Problem details.
Return every line below exactly, without dropping any.

**** Listed records ****

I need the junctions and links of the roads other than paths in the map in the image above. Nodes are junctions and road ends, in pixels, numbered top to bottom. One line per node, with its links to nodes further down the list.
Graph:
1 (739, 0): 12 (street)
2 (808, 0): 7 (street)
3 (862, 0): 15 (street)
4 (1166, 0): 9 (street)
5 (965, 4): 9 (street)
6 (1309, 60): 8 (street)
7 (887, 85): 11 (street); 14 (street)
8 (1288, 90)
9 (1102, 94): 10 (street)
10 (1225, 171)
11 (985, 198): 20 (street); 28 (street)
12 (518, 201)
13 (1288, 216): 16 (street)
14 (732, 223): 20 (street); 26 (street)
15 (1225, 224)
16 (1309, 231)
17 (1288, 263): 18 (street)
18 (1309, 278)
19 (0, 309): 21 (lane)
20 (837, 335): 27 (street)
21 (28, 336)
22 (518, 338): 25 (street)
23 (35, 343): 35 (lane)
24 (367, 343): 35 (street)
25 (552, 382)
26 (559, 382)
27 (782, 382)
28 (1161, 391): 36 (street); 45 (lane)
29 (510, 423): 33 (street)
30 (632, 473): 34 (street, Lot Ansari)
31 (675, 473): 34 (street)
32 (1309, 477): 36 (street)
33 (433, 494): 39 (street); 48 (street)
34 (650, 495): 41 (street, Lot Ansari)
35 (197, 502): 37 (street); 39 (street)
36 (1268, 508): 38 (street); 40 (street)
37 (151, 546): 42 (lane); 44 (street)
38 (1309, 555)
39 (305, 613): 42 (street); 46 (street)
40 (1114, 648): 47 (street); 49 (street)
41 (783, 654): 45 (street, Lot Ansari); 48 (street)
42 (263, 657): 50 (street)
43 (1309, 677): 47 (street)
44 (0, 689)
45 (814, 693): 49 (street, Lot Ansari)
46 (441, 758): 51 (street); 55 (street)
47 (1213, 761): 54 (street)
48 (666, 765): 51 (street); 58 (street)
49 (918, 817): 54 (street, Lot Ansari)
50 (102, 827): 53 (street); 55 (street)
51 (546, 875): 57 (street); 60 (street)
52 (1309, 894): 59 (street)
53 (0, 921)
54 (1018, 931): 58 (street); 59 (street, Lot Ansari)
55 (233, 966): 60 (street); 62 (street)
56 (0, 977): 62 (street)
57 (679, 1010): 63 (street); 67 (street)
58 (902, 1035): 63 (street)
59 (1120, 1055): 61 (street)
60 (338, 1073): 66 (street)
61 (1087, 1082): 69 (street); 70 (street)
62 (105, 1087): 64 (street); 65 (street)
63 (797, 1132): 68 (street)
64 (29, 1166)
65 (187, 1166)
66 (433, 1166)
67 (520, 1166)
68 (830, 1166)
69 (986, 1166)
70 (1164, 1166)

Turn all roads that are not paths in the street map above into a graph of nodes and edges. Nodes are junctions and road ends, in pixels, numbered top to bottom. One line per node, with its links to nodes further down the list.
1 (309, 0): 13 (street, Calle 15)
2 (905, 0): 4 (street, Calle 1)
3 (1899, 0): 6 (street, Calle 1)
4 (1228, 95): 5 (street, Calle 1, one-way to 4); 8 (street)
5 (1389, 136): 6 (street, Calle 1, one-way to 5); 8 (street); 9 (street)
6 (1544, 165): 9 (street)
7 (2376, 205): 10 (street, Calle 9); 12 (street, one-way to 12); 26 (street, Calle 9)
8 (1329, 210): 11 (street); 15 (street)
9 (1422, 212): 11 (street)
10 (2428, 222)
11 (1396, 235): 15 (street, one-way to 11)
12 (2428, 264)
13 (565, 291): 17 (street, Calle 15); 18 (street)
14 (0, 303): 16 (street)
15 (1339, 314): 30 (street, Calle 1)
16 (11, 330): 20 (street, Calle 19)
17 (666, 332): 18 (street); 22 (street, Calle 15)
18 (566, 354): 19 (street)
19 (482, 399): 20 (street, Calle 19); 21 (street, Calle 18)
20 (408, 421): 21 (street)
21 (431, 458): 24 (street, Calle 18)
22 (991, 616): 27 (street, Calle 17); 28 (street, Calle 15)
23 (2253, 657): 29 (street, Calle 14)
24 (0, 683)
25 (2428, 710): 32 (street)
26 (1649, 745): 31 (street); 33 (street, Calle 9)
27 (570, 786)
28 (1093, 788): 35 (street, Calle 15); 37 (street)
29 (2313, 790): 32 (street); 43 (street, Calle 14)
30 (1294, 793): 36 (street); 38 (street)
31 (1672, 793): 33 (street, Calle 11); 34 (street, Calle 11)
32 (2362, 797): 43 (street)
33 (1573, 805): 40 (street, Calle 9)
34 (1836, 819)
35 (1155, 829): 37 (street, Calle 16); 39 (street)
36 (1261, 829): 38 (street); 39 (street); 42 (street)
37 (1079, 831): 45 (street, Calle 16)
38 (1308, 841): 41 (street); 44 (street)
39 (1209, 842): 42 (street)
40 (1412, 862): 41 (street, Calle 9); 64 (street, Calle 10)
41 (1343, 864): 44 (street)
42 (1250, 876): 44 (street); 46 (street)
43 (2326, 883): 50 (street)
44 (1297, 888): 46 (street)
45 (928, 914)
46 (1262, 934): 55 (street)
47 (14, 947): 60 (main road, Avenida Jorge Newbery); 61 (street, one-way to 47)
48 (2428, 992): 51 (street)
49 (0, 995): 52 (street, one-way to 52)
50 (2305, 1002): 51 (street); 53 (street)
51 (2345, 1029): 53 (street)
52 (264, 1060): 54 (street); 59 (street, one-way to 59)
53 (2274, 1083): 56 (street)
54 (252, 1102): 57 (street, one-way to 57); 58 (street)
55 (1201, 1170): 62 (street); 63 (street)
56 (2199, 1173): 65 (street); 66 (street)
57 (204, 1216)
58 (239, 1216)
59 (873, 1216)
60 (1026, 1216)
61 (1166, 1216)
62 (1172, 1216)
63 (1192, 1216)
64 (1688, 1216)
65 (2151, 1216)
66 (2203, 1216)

****

Worked solution.
I need the junctions and links of the roads other than paths in the map in the image above. Nodes are junctions and road ends, in pixels, numbered top to bottom. One line per node, with its links to nodes further down the list.
Graph:
1 (739, 0): 12 (street)
2 (808, 0): 7 (street)
3 (862, 0): 15 (street)
4 (1166, 0): 9 (street)
5 (965, 4): 9 (street)
6 (1309, 60): 8 (street)
7 (887, 85): 11 (street); 14 (street)
8 (1288, 90)
9 (1102, 94): 10 (street)
10 (1225, 171)
11 (985, 198): 20 (street); 28 (street)
12 (518, 201)
13 (1288, 216): 16 (street)
14 (732, 223): 20 (street); 26 (street)
15 (1225, 224)
16 (1309, 231)
17 (1288, 263): 18 (street)
18 (1309, 278)
19 (0, 309): 21 (lane)
20 (837, 335): 27 (street)
21 (28, 336)
22 (518, 338): 25 (street)
23 (35, 343): 35 (lane)
24 (367, 343): 35 (street)
25 (552, 382)
26 (559, 382)
27 (782, 382)
28 (1161, 391): 36 (street); 45 (lane)
29 (510, 423): 33 (street)
30 (632, 473): 34 (street, Lot Ansari)
31 (675, 473): 34 (street)
32 (1309, 477): 36 (street)
33 (433, 494): 39 (street); 48 (street)
34 (650, 495): 41 (street, Lot Ansari)
35 (197, 502): 37 (street); 39 (street)
36 (1268, 508): 38 (street); 40 (street)
37 (151, 546): 42 (lane); 44 (street)
38 (1309, 555)
39 (305, 613): 42 (street); 46 (street)
40 (1114, 648): 47 (street); 49 (street)
41 (783, 654): 45 (street, Lot Ansari); 48 (street)
42 (263, 657): 50 (street)
43 (1309, 677): 47 (street)
44 (0, 689)
45 (814, 693): 49 (street, Lot Ansari)
46 (441, 758): 51 (street); 55 (street)
47 (1213, 761): 54 (street)
48 (666, 765): 51 (street); 58 (street)
49 (918, 817): 54 (street, Lot Ansari)
50 (102, 827): 53 (street); 55 (street)
51 (546, 875): 57 (street); 60 (street)
52 (1309, 894): 59 (street)
53 (0, 921)
54 (1018, 931): 58 (street); 59 (street, Lot Ansari)
55 (233, 966): 60 (street); 62 (street)
56 (0, 977): 62 (street)
57 (679, 1010): 63 (street); 67 (street)
58 (902, 1035): 63 (street)
59 (1120, 1055): 61 (street)
60 (338, 1073): 66 (street)
61 (1087, 1082): 69 (street); 70 (street)
62 (105, 1087): 64 (street); 65 (street)
63 (797, 1132): 68 (street)
64 (29, 1166)
65 (187, 1166)
66 (433, 1166)
67 (520, 1166)
68 (830, 1166)
69 (986, 1166)
70 (1164, 1166)

Turn all roads that are not paths in the street map above into a graph of nodes and edges. Nodes are junctions and road ends, in pixels, numbered top to bottom. One line per node, with its links to nodes further down the list.
1 (309, 0): 13 (street, Calle 15)
2 (905, 0): 4 (street, Calle 1)
3 (1899, 0): 6 (street, Calle 1)
4 (1228, 95): 5 (street, Calle 1, one-way to 4); 8 (street)
5 (1389, 136): 6 (street, Calle 1, one-way to 5); 8 (street); 9 (street)
6 (1544, 165): 9 (street)
7 (2376, 205): 10 (street, Calle 9); 12 (street, one-way to 12); 26 (street, Calle 9)
8 (1329, 210): 11 (street); 15 (street)
9 (1422, 212): 11 (street)
10 (2428, 222)
11 (1396, 235): 15 (street, one-way to 11)
12 (2428, 264)
13 (565, 291): 17 (street, Calle 15); 18 (street)
14 (0, 303): 16 (street)
15 (1339, 314): 30 (street, Calle 1)
16 (11, 330): 20 (street, Calle 19)
17 (666, 332): 18 (street); 22 (street, Calle 15)
18 (566, 354): 19 (street)
19 (482, 399): 20 (street, Calle 19); 21 (street, Calle 18)
20 (408, 421): 21 (street)
21 (431, 458): 24 (street, Calle 18)
22 (991, 616): 27 (street, Calle 17); 28 (street, Calle 15)
23 (2253, 657): 29 (street, Calle 14)
24 (0, 683)
25 (2428, 710): 32 (street)
26 (1649, 745): 31 (street); 33 (street, Calle 9)
27 (570, 786)
28 (1093, 788): 35 (street, Calle 15); 37 (street)
29 (2313, 790): 32 (street); 43 (street, Calle 14)
30 (1294, 793): 36 (street); 38 (street)
31 (1672, 793): 33 (street, Calle 11); 34 (street, Calle 11)
32 (2362, 797): 43 (street)
33 (1573, 805): 40 (street, Calle 9)
34 (1836, 819)
35 (1155, 829): 37 (street, Calle 16); 39 (street)
36 (1261, 829): 38 (street); 39 (street); 42 (street)
37 (1079, 831): 45 (street, Calle 16)
38 (1308, 841): 41 (street); 44 (street)
39 (1209, 842): 42 (street)
40 (1412, 862): 41 (street, Calle 9); 64 (street, Calle 10)
41 (1343, 864): 44 (street)
42 (1250, 876): 44 (street); 46 (street)
43 (2326, 883): 50 (street)
44 (1297, 888): 46 (street)
45 (928, 914)
46 (1262, 934): 55 (street)
47 (14, 947): 60 (main road, Avenida Jorge Newbery); 61 (street, one-way to 47)
48 (2428, 992): 51 (street)
49 (0, 995): 52 (street, one-way to 52)
50 (2305, 1002): 51 (street); 53 (street)
51 (2345, 1029): 53 (street)
52 (264, 1060): 54 (street); 59 (street, one-way to 59)
53 (2274, 1083): 56 (street)
54 (252, 1102): 57 (street, one-way to 57); 58 (street)
55 (1201, 1170): 62 (street); 63 (street)
56 (2199, 1173): 65 (street); 66 (street)
57 (204, 1216)
58 (239, 1216)
59 (873, 1216)
60 (1026, 1216)
61 (1166, 1216)
62 (1172, 1216)
63 (1192, 1216)
64 (1688, 1216)
65 (2151, 1216)
66 (2203, 1216)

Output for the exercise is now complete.